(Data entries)
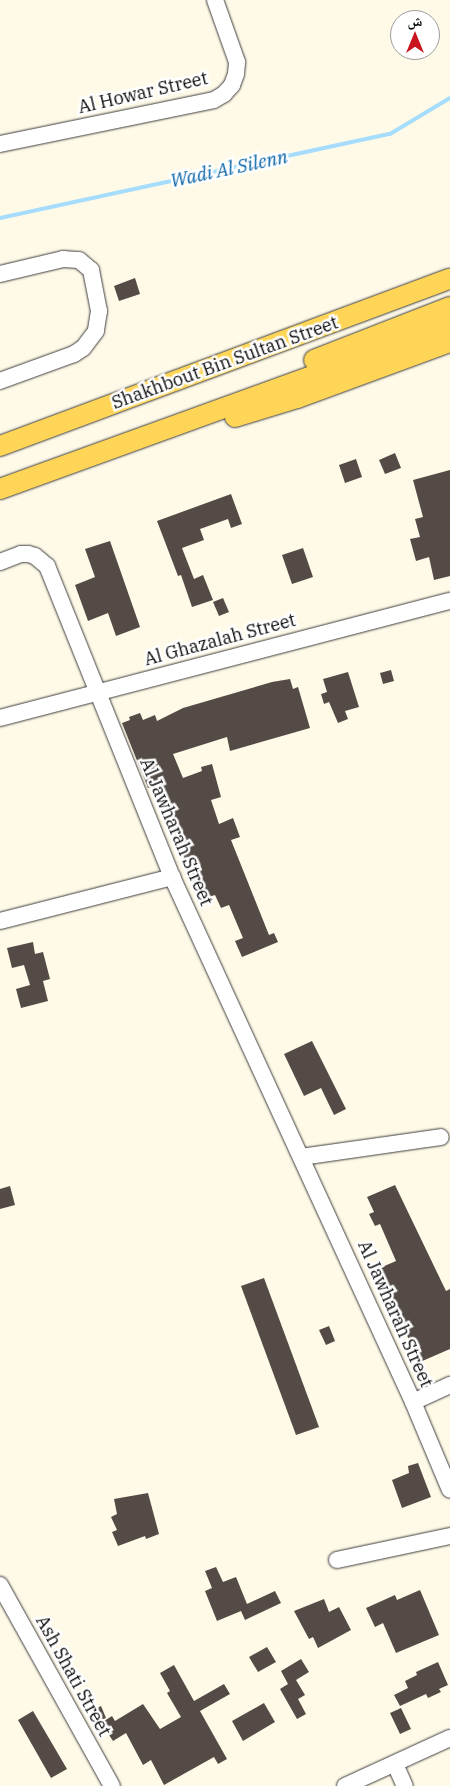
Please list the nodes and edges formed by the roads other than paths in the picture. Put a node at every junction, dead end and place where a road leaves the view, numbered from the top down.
1 (216, 0) edge
2 (0, 144) edge
3 (0, 274) edge
4 (450, 279) edge
5 (450, 306) edge
6 (450, 326) edge
7 (450, 342) edge
8 (0, 381) edge
9 (231, 406) junction
10 (201, 416) junction
11 (0, 446) edge
12 (0, 489) edge
13 (0, 562) edge
14 (450, 601) edge
15 (97, 693) junction
16 (0, 718) edge
17 (172, 878) junction
18 (0, 921) edge
19 (441, 1137) dead end
20 (301, 1157) junction
21 (450, 1385) edge
22 (413, 1402) junction
23 (450, 1490) edge
24 (450, 1536) edge
25 (337, 1560) dead end
26 (0, 1585) edge
27 (450, 1738) edge
28 (395, 1764) junction
29 (112, 1786) edge
30 (345, 1786) edge
31 (405, 1786) edge

1 - 2 street, Al Howar Street
3 - 8 street
4 - 11 main road, Shakhbout Bin Sultan Street
5 - 9 main road
6 - 9 main road
7 - 10 main road
9 - 10 main road
10 - 12 main road
13 - 15 street, Al Jawharah Street
14 - 15 street, Al Ghazalah Street
15 - 16 street, Al Ghazalah Street
15 - 17 street, Al Jawharah Street
17 - 18 street
17 - 20 street, Al Jawharah Street
19 - 20 street
20 - 22 street, Al Jawharah Street
21 - 22 street
22 - 23 street, Al Jawharah Street
24 - 25 street
26 - 29 street, Ash Shati Street
27 - 28 street
28 - 30 street
28 - 31 street

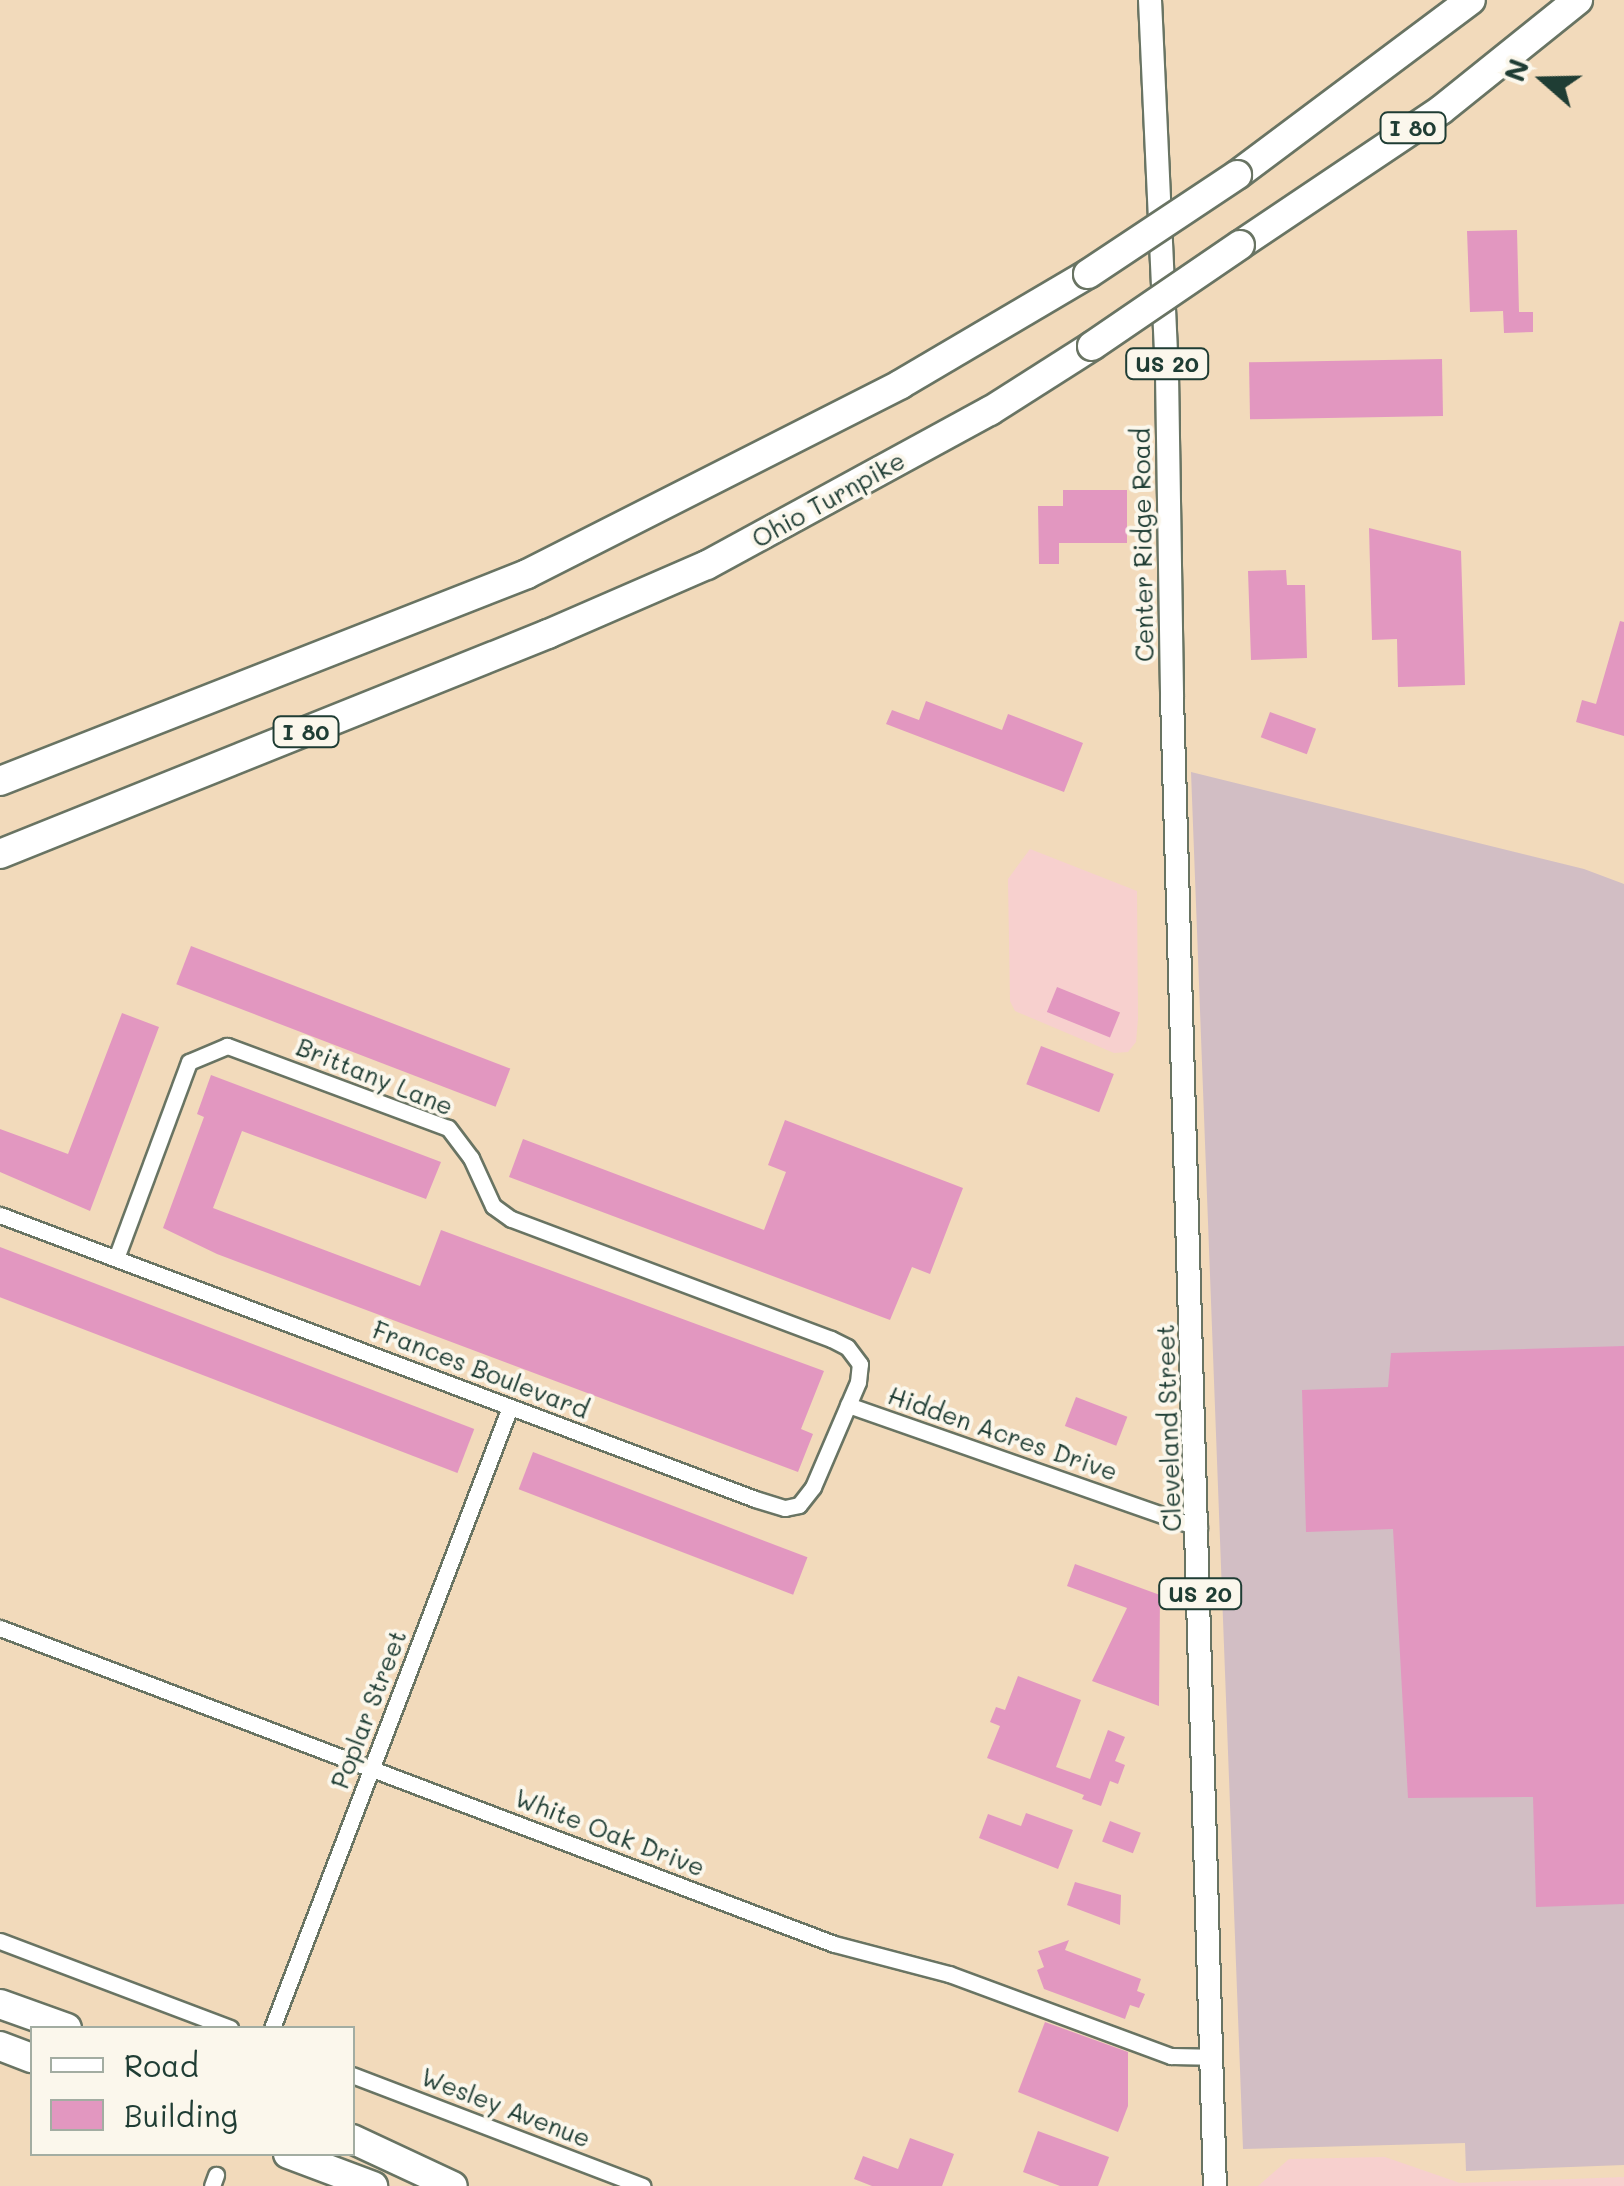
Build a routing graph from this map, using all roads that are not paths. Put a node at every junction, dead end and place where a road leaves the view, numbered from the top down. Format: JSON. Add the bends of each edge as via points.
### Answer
{"nodes":[{"id":1,"x":1150,"y":0,"type":"edge"},
{"id":2,"x":1471,"y":0,"type":"edge"},
{"id":3,"x":1578,"y":0,"type":"edge"},
{"id":4,"x":1174,"y":729,"type":"joint"},
{"id":5,"x":0,"y":781,"type":"edge"},
{"id":6,"x":0,"y":854,"type":"edge"},
{"id":7,"x":0,"y":1214,"type":"edge"},
{"id":8,"x":116,"y":1258,"type":"junction"},
{"id":9,"x":860,"y":1364,"type":"joint"},
{"id":10,"x":848,"y":1405,"type":"junction"},
{"id":11,"x":510,"y":1407,"type":"junction"},
{"id":12,"x":1198,"y":1528,"type":"junction"},
{"id":13,"x":0,"y":1628,"type":"edge"},
{"id":14,"x":372,"y":1768,"type":"junction"},
{"id":15,"x":0,"y":1941,"type":"edge"},
{"id":16,"x":0,"y":2004,"type":"edge"},
{"id":17,"x":61,"y":2026,"type":"edge"},
{"id":18,"x":225,"y":2026,"type":"edge"},
{"id":19,"x":273,"y":2026,"type":"edge"},
{"id":20,"x":0,"y":2046,"type":"edge"},
{"id":21,"x":1210,"y":2056,"type":"junction"},
{"id":22,"x":30,"y":2057,"type":"edge"},
{"id":23,"x":355,"y":2076,"type":"edge"},
{"id":24,"x":355,"y":2141,"type":"edge"},
{"id":25,"x":293,"y":2156,"type":"edge"},
{"id":26,"x":373,"y":2186,"type":"edge"},
{"id":27,"x":453,"y":2186,"type":"edge"},
{"id":28,"x":642,"y":2186,"type":"edge"},
{"id":29,"x":1215,"y":2186,"type":"edge"}],
"edges":[{"from":1,"to":4,"type":"main road","name":"Center Ridge Road","number":"US 20"},
{"from":2,"to":5,"type":"highway","number":"I 80","bridge":true,"via":[[1237,175],[1088,274],[901,384],[527,574]]},
{"from":3,"to":6,"type":"highway","name":"Ohio Turnpike","number":"I 80","bridge":true,"via":[[1441,110],[1092,346],[990,411],[785,524],[610,607]]},
{"from":4,"to":12,"type":"main road","name":"Cleveland Street","number":"US 20"},
{"from":7,"to":8,"type":"street","name":"Frances Boulevard"},
{"from":8,"to":9,"type":"street","name":"Brittany Lane","via":[[189,1062],[227,1046],[448,1128],[493,1206],[526,1227],[831,1338]]},
{"from":8,"to":11,"type":"street","name":"Frances Boulevard"},
{"from":9,"to":10,"type":"street","name":"Frances Boulevard"},
{"from":10,"to":11,"type":"street","name":"Frances Boulevard","via":[[814,1487],[799,1506],[785,1508]]},
{"from":10,"to":12,"type":"street","name":"Hidden Acres Drive"},
{"from":11,"to":14,"type":"street","name":"Poplar Street"},
{"from":12,"to":21,"type":"main road","name":"Cleveland Street","number":"US 20"},
{"from":13,"to":14,"type":"street","name":"White Oak Drive"},
{"from":14,"to":19,"type":"street","name":"Poplar Street"},
{"from":14,"to":21,"type":"street","name":"White Oak Drive","via":[[834,1944],[949,1974],[1171,2056]]},
{"from":15,"to":18,"type":"street"},
{"from":16,"to":17,"type":"highway"},
{"from":20,"to":22,"type":"highway"},
{"from":21,"to":29,"type":"main road","name":"Cleveland Street","number":"US 20"},
{"from":23,"to":28,"type":"street","name":"Wesley Avenue"},
{"from":24,"to":27,"type":"highway"},
{"from":25,"to":26,"type":"highway"}]}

PROBLEM REQUIREMENTS: Search the data above for "main" and copy every line where it turns up.

SOLUTION:
4 - 11 main road, Shakhbout Bin Sultan Street
5 - 9 main road
6 - 9 main road
7 - 10 main road
9 - 10 main road
10 - 12 main road
"edges":[{"from":1,"to":4,"type":"main road","name":"Center Ridge Road","number":"US 20"},
{"from":4,"to":12,"type":"main road","name":"Cleveland Street","number":"US 20"},
{"from":12,"to":21,"type":"main road","name":"Cleveland Street","number":"US 20"},
{"from":21,"to":29,"type":"main road","name":"Cleveland Street","number":"US 20"},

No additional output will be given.